Keep Our Families Together — Reform Immigration Laws
With anti-immigration sentiment holding the health care debate hostage, we cannot afford to delay comprehensive immigration reform any longer. The time is now, lest immigration be maligned further. A nation born of immigrants, whether Hispanic, Asian, African, gay, lesbian, bisexual or transgender, we are forgetting the forbearance shown our forefathers and forgoing the opportunity to pursue a more fiscally prudent immigration policy. That is, unless we keep families together.
Our family-based immigration system has not been updated in 20 years; with nearly 6 million people stuck in a perpetual wait, this is both insufferable and inexcusable. Five-year separations, keeping spouses, parents and children apart, are quite common; so are 20-year estrangements from siblings and elderly parents. Backlogs are so bad that families receiving visas often find out their children have to reapply as adults, and go to the back of the line, because so much time has passed. Disproportionately affecting Asian-Americans, Latinos and women, the lengthy waits waste precious government resources and discourage potential applicants from using legal channels to join their family in the United States.
In my district in California, two Silicon Valley engineers, Aung Moe and Vivek Jayanand, are longtime U.S. residents waiting on wives who remain overseas. Initially, as green-card holders, Moe and Jayanand were given two options, equally unenviable: Become U.S. citizens, a process that takes at least five years, or wait for visas for their spouse, a process that can take even longer. Meanwhile, our immigration system is sending them mixed messages. They are on the legal track to citizenship, but they remain separated from their families. The earliest their wives will arrive in the U.S. is summer 2010. This rationale is unsound.
Another constituent, Judy Rickard, will permanently leave America this November in an effort to keep her family together. Under U.S. law, she cannot be reunited with her partner, Karin Bogliolo, a UK national. Judy would have preferred to keep working at San Jose State University and sponsor Karin for residency in America, just as married heterosexual couples can. But U.S. law does not allow for that. Judy is taking early retirement from her 27-year employment at San Jose State. Facing reduced pension for the rest of her life, Judy is choosing Europe because our country will not let Judy and Karin live together. The result is a loss for my district and a loss for the university.
In an effort to safeguard Aung’s, Vivek’s and Judy’s families, I reintroduced the Reuniting Families Act (H.R. 2709) in Congress to allow all Americans to be reunited with their families. I did so because I know that the more educated, legal and healthy immigrants become, the higher their income, the higher their taxes paid, and the fewer emergency and social services used. Furthermore, the more reunited immigrants are, and thus happier, the fewer dollars we lose in remittances to other countries.

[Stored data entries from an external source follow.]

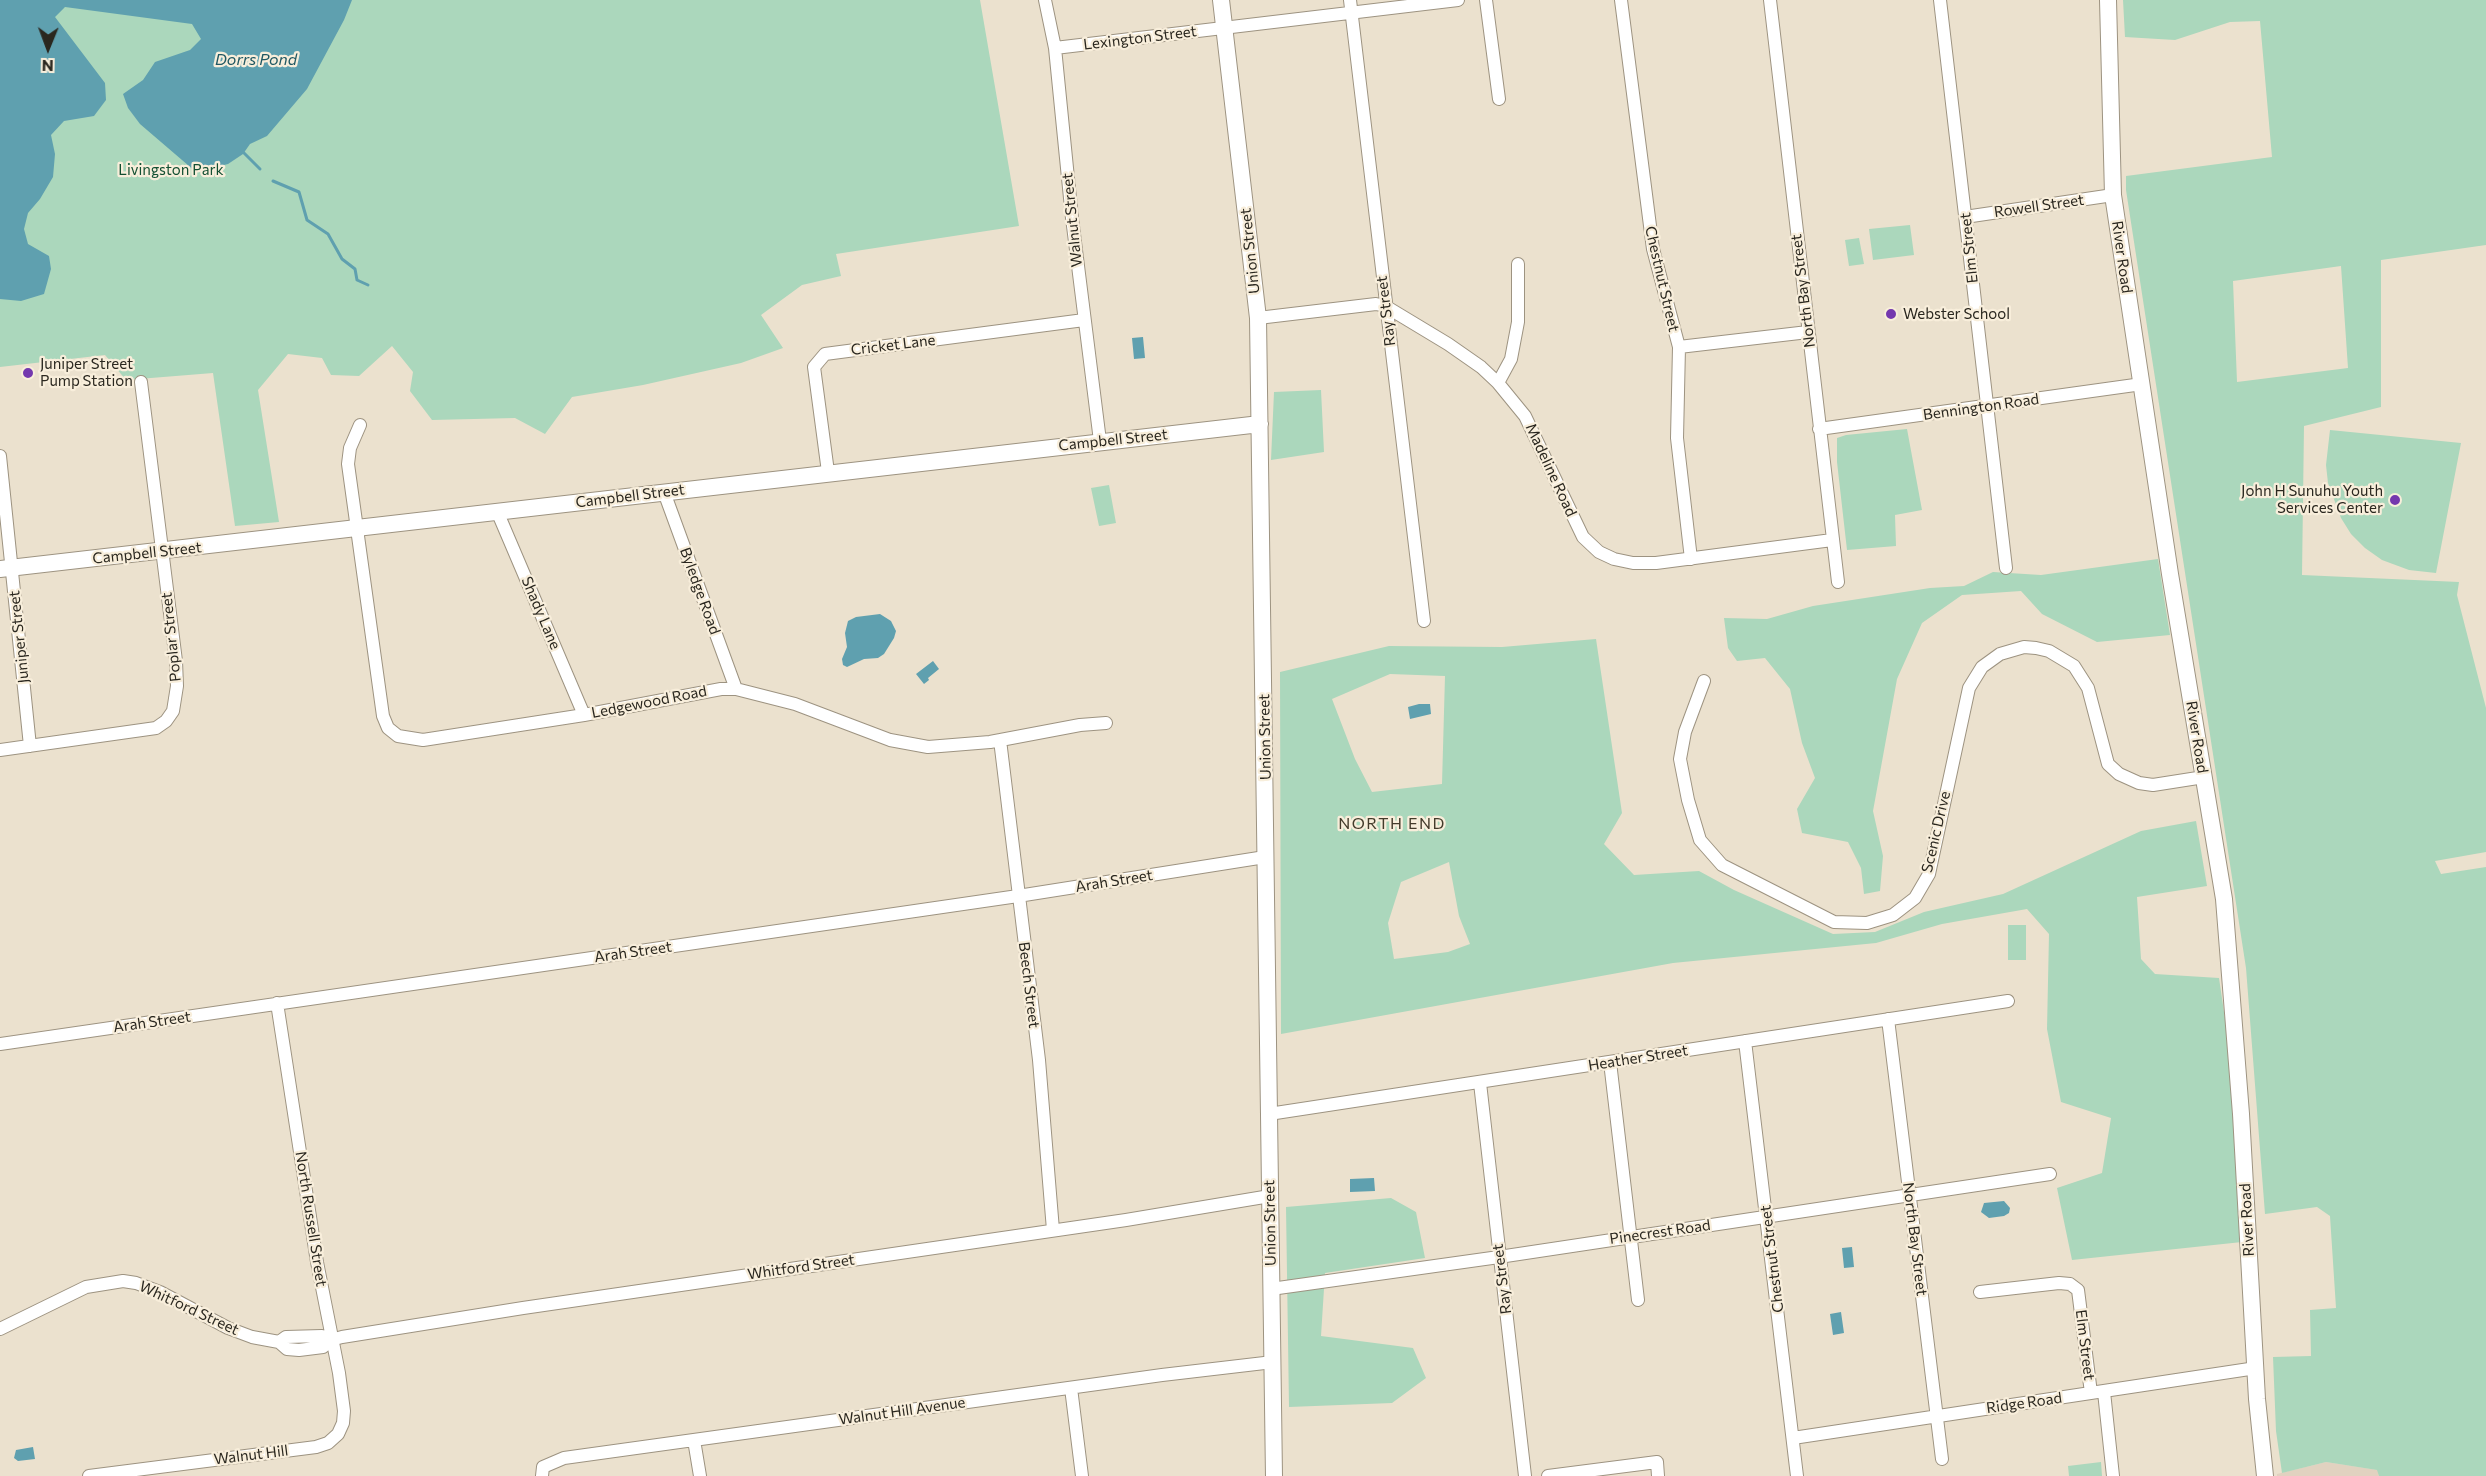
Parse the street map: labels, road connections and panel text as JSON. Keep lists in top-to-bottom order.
{
  "streets": {
    "street": [
      "Lexington Street",
      "Rowell Street",
      "Walnut Street",
      "Elm Street",
      "Union Street",
      "River Road",
      "Chestnut Street",
      "North Bay Street",
      "Ray Street",
      "Cricket Lane",
      "Bennington Road",
      "Campbell Street",
      "Madeline Road",
      "Byledge Road",
      "Shady Lane",
      "Juniper Street",
      "Poplar Street",
      "Ledgewood Road",
      "Scenic Drive",
      "Arah Street",
      "Beech Street",
      "Heather Street",
      "North Russell Street",
      "Pinecrest Road",
      "Whitford Street",
      "Ridge Road",
      "Walnut Hill Avenue",
      "Walnut Hill"
    ]
  },
  "crossings": [
    ["Lexington Street", "Walnut Street"],
    ["Lexington Street", "Union Street"],
    ["Lexington Street", "Ray Street"],
    ["Rowell Street", "Elm Street"],
    ["Rowell Street", "River Road"],
    ["Walnut Street", "Cricket Lane"],
    ["Walnut Street", "Campbell Street"],
    ["Elm Street", "Bennington Road"],
    ["Elm Street", "Ridge Road"],
    ["Union Street", "Campbell Street"],
    ["Union Street", "Arah Street"],
    ["Union Street", "Heather Street"],
    ["Union Street", "Pinecrest Road"],
    ["Union Street", "Whitford Street"],
    ["Union Street", "Walnut Hill Avenue"],
    ["River Road", "Bennington Road"],
    ["River Road", "Scenic Drive"],
    ["River Road", "Ridge Road"],
    ["Chestnut Street", "Madeline Road"],
    ["Chestnut Street", "Heather Street"],
    ["Chestnut Street", "Pinecrest Road"],
    ["Chestnut Street", "Ridge Road"],
    ["North Bay Street", "Bennington Road"],
    ["North Bay Street", "Madeline Road"],
    ["North Bay Street", "Heather Street"],
    ["North Bay Street", "Pinecrest Road"],
    ["North Bay Street", "Ridge Road"],
    ["Ray Street", "Madeline Road"],
    ["Ray Street", "Heather Street"],
    ["Ray Street", "Pinecrest Road"],
    ["Cricket Lane", "Campbell Street"],
    ["Campbell Street", "Byledge Road"],
    ["Campbell Street", "Shady Lane"],
    ["Campbell Street", "Juniper Street"],
    ["Campbell Street", "Poplar Street"],
    ["Campbell Street", "Ledgewood Road"],
    ["Byledge Road", "Ledgewood Road"],
    ["Shady Lane", "Ledgewood Road"],
    ["Juniper Street", "Poplar Street"],
    ["Ledgewood Road", "Beech Street"],
    ["Arah Street", "Beech Street"],
    ["Arah Street", "North Russell Street"],
    ["Beech Street", "Whitford Street"],
    ["North Russell Street", "Whitford Street"],
    ["North Russell Street", "Walnut Hill"]
  ],
  "districts": ["NORTH END"],
  "water": ["Dorrs Pond"],
  "parks": ["Livingston Park"],
  "places": ["Webster School", "Juniper Street Pump Station", "John H Sunuhu Youth Services Center"],
  "north": "bottom"
}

Failure to pass this legislation means failure to provide American workers with a critical support system. Families do together what they cannot do alone — start family businesses, create American jobs and contribute more to this country’s welfare.
Failure to reunite families means failure to keep communities healthy, physically and financially. A healthier family means a more expendable income and a lower burden on government social services. A reunited family keeps remittances stateside: U.S. remittances to Latin America alone totaled almost $46 billion in 2008. Of that, Mexico received almost $24 billion.
Failure is simply not feasible. We must seize every opportunity this year to get our economy back on track, and one clear way of doing so is to reunite America’s workers with their families. The irony with anti-immigration sentiment, which fears a further recessed economy if liberal legislation passes, is that, in fact, it is more fiscally prudent to pass policy that legalizes, insures, employs, reunites and educates our immigrants.
Rep. Mike Honda (D-Calif.) is chairman of the Congressional Asian Pacific American Caucus.